There's me...I will have a 270 gal tank up soon.There's also another member who comes from st ives who just collected to large common plecs from me today - needs his new 7 1/2ft filling.


----------



## fenwoman (Apr 15, 2008)

reptile_man_08 said:


> There's me...I will have a 270 gal tank up soon.There's also another member who comes from st ives who just collected to large common plecs from me today - needs his new 7 1/2ft filling.


I'm still not paying good money for 6 fish and have to give away 4 of them or whatever survives. Are you a member of the east anglian cichlid association?


----------



## Trillian (Jul 14, 2008)

What's your water hardness like? Malawi Cichlids basically need liquid rock...:whistling2: :lol2:


----------



## reptile_man_08 (Jan 14, 2008)

fenwoman said:


> I'm still not paying good money for 6 fish and have to give away 4 of them or whatever survives. Are you a member of the east anglian cichlid association?


Nope, but I keep meaning to become one...Especially since I go to my mums in Bury St edmunds every two weeks.
In a 5ft tank juvies will be fine, and once they pair off they won't use the whole of the tank, although they might try and patrol about 3ft of it...Sp you would have some time to sell them.


----------



## reptile_man_08 (Jan 14, 2008)

Trillian said:


> What's your water hardness like?
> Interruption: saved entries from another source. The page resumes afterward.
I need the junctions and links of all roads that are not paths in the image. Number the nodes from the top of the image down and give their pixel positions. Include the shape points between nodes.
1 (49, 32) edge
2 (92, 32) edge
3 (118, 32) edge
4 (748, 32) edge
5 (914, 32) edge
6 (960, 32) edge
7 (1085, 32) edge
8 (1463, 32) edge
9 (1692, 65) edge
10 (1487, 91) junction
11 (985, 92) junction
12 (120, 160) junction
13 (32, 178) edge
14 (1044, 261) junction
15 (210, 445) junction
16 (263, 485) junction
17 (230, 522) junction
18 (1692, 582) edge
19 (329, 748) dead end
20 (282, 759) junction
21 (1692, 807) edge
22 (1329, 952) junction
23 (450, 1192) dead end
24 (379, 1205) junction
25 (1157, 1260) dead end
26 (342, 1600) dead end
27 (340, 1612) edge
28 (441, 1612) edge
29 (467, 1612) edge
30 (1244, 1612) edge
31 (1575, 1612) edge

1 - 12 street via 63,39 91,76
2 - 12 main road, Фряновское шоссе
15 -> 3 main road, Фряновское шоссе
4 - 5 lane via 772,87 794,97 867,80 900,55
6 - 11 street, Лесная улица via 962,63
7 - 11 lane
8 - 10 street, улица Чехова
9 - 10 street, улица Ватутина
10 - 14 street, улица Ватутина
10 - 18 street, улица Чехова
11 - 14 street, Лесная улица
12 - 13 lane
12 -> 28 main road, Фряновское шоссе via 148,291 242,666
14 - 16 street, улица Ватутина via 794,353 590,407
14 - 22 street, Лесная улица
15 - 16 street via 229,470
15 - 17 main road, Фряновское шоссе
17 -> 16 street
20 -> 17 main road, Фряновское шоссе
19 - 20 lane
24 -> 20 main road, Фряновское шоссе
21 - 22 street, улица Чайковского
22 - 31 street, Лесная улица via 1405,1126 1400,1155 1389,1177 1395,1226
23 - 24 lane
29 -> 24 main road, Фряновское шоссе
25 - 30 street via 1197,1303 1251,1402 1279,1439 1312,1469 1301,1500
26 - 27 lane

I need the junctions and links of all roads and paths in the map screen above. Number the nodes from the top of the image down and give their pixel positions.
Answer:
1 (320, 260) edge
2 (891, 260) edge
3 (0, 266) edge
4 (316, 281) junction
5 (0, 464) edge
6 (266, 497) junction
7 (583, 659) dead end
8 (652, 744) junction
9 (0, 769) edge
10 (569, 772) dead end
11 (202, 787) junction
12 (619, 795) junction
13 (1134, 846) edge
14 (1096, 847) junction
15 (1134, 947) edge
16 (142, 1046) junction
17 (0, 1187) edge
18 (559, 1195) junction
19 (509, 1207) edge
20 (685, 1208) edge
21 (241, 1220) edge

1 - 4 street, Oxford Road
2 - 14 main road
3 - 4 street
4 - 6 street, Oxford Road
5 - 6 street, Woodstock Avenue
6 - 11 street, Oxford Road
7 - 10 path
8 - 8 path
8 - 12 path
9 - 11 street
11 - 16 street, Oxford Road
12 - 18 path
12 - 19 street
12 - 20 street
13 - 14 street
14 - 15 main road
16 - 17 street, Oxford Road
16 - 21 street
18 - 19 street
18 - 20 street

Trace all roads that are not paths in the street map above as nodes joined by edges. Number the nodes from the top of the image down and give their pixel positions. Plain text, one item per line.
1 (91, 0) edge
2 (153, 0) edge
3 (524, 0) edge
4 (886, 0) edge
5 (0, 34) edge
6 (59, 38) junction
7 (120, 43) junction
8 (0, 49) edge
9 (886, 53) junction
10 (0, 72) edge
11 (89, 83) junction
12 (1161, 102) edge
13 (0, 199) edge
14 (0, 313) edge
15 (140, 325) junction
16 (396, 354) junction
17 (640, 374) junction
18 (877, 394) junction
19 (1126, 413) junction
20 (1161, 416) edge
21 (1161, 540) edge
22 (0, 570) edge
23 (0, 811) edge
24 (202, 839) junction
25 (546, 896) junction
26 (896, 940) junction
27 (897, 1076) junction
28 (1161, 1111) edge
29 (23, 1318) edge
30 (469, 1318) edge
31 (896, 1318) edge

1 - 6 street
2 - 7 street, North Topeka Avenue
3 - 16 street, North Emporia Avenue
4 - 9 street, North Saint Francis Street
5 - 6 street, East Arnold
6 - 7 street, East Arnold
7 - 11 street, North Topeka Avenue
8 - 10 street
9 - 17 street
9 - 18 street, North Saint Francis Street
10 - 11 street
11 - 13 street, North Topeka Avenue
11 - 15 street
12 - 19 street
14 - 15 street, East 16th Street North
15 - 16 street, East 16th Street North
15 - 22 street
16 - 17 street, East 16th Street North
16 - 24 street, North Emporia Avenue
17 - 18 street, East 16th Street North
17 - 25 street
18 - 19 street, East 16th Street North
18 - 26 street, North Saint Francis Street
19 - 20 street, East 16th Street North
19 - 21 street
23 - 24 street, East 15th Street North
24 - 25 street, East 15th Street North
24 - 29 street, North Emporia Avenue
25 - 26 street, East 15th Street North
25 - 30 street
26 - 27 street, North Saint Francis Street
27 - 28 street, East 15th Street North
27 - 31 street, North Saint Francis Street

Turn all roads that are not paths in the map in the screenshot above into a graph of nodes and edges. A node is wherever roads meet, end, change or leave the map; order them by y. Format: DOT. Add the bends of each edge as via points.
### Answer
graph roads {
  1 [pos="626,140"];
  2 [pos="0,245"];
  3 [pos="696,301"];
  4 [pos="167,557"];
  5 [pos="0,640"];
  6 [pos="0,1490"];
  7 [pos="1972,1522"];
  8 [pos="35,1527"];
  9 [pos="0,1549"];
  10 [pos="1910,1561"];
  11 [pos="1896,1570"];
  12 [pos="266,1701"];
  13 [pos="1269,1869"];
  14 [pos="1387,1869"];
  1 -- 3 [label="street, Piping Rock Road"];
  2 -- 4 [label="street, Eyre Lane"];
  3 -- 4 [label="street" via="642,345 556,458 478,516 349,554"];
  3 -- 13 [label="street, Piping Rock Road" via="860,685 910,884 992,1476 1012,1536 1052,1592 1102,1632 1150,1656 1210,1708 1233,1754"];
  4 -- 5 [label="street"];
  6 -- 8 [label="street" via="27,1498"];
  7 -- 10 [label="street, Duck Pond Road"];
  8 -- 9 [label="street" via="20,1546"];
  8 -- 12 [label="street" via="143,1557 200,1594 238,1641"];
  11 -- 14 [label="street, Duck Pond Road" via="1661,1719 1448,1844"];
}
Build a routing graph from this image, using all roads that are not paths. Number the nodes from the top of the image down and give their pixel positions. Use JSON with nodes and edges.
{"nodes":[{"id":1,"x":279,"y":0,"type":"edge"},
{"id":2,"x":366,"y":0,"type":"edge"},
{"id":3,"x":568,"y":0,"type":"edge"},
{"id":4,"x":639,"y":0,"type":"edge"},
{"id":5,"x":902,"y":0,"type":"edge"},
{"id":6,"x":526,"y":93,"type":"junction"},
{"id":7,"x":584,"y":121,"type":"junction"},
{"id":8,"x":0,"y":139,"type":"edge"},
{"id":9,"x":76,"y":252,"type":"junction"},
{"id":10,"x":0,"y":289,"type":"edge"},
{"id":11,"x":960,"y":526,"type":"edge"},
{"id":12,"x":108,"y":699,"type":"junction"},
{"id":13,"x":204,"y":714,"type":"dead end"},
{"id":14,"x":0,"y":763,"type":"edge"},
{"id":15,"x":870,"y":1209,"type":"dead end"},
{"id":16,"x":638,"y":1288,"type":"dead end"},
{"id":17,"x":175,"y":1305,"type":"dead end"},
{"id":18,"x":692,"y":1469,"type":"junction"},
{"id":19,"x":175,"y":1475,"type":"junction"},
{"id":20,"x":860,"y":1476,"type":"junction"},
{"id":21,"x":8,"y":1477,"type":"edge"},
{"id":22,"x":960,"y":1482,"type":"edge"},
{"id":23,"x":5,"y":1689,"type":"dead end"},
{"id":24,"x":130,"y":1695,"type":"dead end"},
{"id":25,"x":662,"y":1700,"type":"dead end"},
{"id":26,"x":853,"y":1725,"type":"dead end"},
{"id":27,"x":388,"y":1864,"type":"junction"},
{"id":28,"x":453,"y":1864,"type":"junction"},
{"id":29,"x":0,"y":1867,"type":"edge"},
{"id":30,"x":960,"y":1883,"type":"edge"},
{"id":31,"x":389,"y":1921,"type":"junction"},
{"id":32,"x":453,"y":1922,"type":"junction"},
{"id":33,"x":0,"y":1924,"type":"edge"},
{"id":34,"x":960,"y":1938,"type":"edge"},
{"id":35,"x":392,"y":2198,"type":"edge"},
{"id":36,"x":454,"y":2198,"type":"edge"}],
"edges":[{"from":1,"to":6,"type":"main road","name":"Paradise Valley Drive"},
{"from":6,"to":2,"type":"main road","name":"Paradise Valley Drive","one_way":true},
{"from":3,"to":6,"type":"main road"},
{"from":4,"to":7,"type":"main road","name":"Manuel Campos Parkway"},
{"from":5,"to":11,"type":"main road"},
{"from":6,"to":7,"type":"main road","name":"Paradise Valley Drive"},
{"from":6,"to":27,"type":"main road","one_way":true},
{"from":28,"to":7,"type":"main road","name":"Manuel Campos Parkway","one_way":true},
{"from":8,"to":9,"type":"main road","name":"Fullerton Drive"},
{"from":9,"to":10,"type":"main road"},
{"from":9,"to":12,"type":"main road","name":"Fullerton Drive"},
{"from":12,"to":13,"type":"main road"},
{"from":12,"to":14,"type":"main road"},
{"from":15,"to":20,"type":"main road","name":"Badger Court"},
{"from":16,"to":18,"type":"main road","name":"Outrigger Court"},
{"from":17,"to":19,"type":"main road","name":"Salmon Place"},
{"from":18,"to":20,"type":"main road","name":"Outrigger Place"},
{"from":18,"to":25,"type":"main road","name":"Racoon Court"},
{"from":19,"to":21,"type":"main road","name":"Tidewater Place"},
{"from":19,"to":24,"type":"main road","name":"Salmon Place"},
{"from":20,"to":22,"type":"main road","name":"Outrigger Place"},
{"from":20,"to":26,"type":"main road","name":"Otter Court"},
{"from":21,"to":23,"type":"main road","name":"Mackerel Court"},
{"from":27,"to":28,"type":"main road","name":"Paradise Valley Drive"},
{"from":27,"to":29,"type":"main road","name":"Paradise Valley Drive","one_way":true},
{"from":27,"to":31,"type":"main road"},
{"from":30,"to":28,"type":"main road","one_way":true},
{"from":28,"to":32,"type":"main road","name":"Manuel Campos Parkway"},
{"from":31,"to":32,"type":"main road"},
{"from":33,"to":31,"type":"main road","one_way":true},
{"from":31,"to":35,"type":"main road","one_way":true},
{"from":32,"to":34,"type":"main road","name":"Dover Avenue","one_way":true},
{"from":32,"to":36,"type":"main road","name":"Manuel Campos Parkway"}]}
Malawi Cichlids basically need liquid rock...:whistling2: :lol2:


pH of water here varies from 7.8-8.4.Perfect for malawis, but pH is overrated.


----------



## gazz (Dec 9, 2006)

fenwoman said:


> I'm still not paying good money for 6 fish and have to give away 4 of them or whatever survives.


It's up to you but Oscars are cichlids and cichlids are bullys.And if you get just two and you happen to get the bully and the wimp the bully will keep going at the wimp = very sad fish or dead fish.Or the bully and the bully which means non will back down = very sad fish or dead fish.You maybe lucky and get the wimp and wimp but but i don't fancy your odds.There are many people out there that got just the two to end up with one.It's the done thing with cichlids when buying them as baby due to the nature of typical cichlids and Oscar are typical cichlids.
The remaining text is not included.